En 1979 consiguió su primer muy buen trabajo en la industria. Dejó atrás a cientos de aspirantes y fue elegida como corista y bailarina del cantante francés Patrick Hernández que triunfaba con el hit global Born To Be Alive, una tardía canción disco y machacona que al hombre de rulos abigarrados le permitió gozar de una temporada de éxito. Madonna lo acompañó durante su gira europea y por el norte de África. Fue un One Hit Wonder. Acompañar a Hernández le dejó varias enseñanzas. Por un lado ver desde dentro cómo funcionaba la industria, cómo aprovechar la promoción y el impulso del viento a favor. Aunque la mayor lección, acaso, haya sido otra: no pensar que siempre los tiempos serán buenos, no creer que lograr un hit aseguraría el triunfo prolongado, debía seguir trabajando, no estancarse. Hoy Hernández es recordado sólo porque Madonna fue una de sus coristas; el francés es, nada más, que un asterisco en la historia de la diva.

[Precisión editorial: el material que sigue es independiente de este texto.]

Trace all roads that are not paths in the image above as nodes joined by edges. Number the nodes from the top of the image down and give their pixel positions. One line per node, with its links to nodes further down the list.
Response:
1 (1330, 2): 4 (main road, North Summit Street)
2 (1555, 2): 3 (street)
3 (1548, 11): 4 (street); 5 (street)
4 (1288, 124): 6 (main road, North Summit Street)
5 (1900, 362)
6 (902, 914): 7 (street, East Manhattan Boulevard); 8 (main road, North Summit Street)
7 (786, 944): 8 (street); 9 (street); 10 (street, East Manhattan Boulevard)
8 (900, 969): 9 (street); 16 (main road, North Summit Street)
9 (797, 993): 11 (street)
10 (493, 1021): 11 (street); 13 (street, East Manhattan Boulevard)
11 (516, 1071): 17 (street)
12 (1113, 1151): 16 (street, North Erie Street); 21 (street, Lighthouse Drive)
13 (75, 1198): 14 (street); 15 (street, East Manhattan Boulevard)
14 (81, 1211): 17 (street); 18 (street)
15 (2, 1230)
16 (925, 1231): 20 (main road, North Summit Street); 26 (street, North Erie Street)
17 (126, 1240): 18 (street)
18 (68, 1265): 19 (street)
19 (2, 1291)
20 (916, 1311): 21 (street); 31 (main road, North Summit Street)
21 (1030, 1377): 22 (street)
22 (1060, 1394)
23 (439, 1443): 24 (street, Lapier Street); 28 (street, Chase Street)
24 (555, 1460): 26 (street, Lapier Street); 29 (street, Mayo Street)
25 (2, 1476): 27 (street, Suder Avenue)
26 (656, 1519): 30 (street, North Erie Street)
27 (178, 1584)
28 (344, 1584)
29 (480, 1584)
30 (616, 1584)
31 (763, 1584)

Al volver a Nueva York, junto a su novio Dan Gilroy, fundaron The Breakfast Club, una banda en la que ella cantaba, tocaba la guitarra en algunos temas y se hacía cargo de la batería. Al poco tiempo se les sumó Stephen Bray, un novio que Madonna había tenido en Michigan, que quedó como el batero. Pero renació el amor entre ellos y dejaron la banda y formaron una nueva, Emmy and The Emmys. Para esa altura, Madonna ya vivía en The Music Building, un edificio de 12 pisos que tenía decenas de salas de ensayo y estudios de grabación en el que aspirantes a músicos y potenciales estrellas pergeñaban sus canciones.